Avant d'aller plus loin, revenons brièvement sur le témoignage d'un aveugle de naissance nommé Brad qui a fait une NDE à l'âge de 8 ans quand il vivait dans un centre de Boston pour enfants aveugles. Son expérience est intervenue à l'occasion d'une pneumonie aiguë qui le faisait suffoquer. Après sa NDE, les infirmières du centre qui le soignaient confirmaient que son coeur s'était arrêté de battre pendant au moins quatre minutes avant qu'il ait pu être réanimé. Brad se souvient que, quand il n'arrivait plus à respirer, il se détacha du lit et flotta à travers la chambre en direction du plafond. Depuis là-haut, il vit son corps apparemment inanimé étendu sur son lit. Il aperçut également son compagnon de chambre, aveugle comme lui, et l'observa quand il sortit de la chambre pour aller chercher du secours. Brad traversa rapidement les plafonds et le toit. A ce moment-là, il se rendit compte qu'il voyait de manière très distincte. Quand tout cela se produisit, il estima qu'il devait être entre 6 heures 30 et 7 heures du matin. Le ciel était nuageux et sombre. La veille, une tempête de neige avait balayé la ville et Brad aperçut de la neige partout, sauf sur les routes qui avaient été dégagées mais qui restaient néanmoins détrempées par la neige. Par la suite, Brad fut capable de donner une description tout à fait minutieuse de la neige. Il vit une voiture qui passa et également une partie de la cour dans laquelle il jouait habituellement et un petit talus sur lequel il grimpait souvent. Quand Ring lui demandait s'il "voyait" ces détails ou s'il savait simplement qu'ils étaient là, Brad répondait "Je les voyais très clairement, je me souviens que je les voyais très distinctement (26)" . Ensuite, il s'engagea dans un tunnel et une NDE typique se déroula.

Pourtant Brad, dont le témoignage initiale semblait si évident à première vue, affine ses dires lors d'un deuxième entretien:

"Toutes ces descriptions physiques de ma NDE que j'ai faites lors de notre premier entretien... en fait, je ne peux pas dire que je les ai réellement vues physiquement à travers mes yeux.
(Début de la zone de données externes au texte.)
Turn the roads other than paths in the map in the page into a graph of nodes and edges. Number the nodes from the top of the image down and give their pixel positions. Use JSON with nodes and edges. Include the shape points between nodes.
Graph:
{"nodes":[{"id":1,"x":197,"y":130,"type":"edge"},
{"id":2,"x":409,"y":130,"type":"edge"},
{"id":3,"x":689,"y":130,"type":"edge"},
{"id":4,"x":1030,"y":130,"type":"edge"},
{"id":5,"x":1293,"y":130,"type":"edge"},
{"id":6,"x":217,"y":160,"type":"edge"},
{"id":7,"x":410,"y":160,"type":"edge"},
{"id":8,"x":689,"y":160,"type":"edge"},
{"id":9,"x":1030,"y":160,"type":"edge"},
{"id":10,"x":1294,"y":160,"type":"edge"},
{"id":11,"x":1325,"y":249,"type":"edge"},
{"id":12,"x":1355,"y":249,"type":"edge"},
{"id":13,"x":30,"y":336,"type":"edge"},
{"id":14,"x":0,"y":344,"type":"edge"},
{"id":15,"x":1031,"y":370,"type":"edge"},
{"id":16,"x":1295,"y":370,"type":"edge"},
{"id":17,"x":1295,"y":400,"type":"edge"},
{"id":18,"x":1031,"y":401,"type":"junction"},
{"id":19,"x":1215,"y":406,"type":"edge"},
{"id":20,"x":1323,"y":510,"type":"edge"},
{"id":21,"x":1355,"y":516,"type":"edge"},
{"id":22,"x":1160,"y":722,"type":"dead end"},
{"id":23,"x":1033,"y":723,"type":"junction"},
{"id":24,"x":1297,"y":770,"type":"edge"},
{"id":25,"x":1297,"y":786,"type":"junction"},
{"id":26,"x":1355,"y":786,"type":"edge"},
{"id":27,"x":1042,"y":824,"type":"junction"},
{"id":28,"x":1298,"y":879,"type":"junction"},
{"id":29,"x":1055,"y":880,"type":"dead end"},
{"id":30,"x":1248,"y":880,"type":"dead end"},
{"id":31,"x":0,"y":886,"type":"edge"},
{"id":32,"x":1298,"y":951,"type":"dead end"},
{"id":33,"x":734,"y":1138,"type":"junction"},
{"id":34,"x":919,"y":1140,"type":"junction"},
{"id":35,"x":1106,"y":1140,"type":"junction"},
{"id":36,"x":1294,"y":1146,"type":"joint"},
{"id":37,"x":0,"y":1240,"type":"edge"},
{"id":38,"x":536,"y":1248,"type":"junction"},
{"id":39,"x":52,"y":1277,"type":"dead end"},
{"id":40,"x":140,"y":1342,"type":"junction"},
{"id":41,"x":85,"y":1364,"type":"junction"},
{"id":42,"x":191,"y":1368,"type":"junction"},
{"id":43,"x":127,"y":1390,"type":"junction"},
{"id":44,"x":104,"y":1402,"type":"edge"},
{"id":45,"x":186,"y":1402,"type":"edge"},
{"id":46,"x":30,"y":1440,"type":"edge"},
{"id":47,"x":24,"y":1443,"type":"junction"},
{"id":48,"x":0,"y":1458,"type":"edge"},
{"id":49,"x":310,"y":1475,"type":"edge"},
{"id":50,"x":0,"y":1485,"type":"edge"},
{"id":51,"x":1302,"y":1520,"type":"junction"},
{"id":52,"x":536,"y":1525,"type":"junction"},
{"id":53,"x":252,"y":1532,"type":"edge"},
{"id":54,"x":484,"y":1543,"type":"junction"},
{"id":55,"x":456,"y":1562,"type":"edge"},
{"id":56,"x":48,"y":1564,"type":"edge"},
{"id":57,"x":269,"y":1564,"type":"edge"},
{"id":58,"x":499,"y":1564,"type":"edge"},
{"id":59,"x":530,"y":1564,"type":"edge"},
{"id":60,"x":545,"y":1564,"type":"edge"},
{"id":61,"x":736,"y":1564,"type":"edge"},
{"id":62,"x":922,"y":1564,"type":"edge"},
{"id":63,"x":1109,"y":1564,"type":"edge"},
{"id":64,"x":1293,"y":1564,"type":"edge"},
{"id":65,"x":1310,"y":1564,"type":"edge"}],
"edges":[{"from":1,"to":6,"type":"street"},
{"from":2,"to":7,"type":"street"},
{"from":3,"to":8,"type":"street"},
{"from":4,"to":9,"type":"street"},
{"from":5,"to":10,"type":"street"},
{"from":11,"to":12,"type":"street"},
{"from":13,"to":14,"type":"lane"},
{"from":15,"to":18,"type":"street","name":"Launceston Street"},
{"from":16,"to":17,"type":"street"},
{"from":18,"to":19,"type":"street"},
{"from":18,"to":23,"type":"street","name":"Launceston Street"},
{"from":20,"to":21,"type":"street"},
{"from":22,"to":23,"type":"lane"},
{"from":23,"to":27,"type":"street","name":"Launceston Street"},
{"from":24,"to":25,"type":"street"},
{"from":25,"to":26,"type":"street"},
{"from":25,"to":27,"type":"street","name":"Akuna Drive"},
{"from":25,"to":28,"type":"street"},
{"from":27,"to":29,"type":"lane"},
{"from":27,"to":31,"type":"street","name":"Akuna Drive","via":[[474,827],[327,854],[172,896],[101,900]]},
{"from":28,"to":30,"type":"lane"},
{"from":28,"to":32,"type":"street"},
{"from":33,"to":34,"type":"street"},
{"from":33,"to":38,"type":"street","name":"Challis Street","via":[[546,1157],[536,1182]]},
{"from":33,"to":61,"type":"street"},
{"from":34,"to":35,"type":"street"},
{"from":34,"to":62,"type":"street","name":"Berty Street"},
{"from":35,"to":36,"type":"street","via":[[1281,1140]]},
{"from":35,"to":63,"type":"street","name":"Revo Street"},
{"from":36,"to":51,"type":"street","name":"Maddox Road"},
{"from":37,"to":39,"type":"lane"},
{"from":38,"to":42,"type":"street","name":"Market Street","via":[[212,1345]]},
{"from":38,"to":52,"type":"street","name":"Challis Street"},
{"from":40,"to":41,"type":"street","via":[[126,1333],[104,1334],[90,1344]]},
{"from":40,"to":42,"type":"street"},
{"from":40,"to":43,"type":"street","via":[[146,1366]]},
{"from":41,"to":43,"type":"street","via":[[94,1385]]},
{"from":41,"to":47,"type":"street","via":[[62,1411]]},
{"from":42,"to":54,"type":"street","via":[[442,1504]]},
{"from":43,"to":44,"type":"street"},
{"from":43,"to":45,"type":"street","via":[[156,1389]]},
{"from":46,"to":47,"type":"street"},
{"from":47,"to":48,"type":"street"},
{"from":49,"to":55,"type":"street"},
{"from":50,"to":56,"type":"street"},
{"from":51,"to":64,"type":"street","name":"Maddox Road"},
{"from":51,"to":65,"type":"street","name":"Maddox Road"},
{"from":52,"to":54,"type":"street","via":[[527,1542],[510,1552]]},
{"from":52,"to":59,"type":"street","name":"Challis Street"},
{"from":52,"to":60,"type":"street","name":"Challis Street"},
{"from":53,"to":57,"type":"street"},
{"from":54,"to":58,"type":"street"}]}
Voyez- vous, il ne faut pas oublier que je suis aveugle de naissance et pour cette raison je ne sais pas si tout cela était "visuel" ou non. Cela s'apparentait plutôt au sens du toucher, comme si je pouvais littéralement sentir avec les doigts de mon esprit. Pourtant, je ne me souviens pas avoir touché la neige. La seule chose dont je sois sûr concernant ces images c'est qu'elles venaient à moi via ma conscience et que j'étais conscient de ces images d'une manière que je ne m'explique toujours pas à ce jour. Je ne pourrais pas vraiment dire qu'elles étaient visuelles parce que je n'avais jamais rien connu de tel auparavant. Mais je peux vous affirmer que tous mes sens étaient en éveil et que ma conscience était extrêmement alerte. J'expérimentais une prise de conscience très forte et mes sens du toucher, de l'odorat et même du goût étaient également en alerte" (27).

Voir ou savoir ?

Une étude plus approfondie, une analyse plus fine des récits ont ainsi amené Ring et Cooper à constater que ce qui est en jeu est une conscience d'une nature très complexe issue de plusieurs sens et non pas une simple perception visuelle.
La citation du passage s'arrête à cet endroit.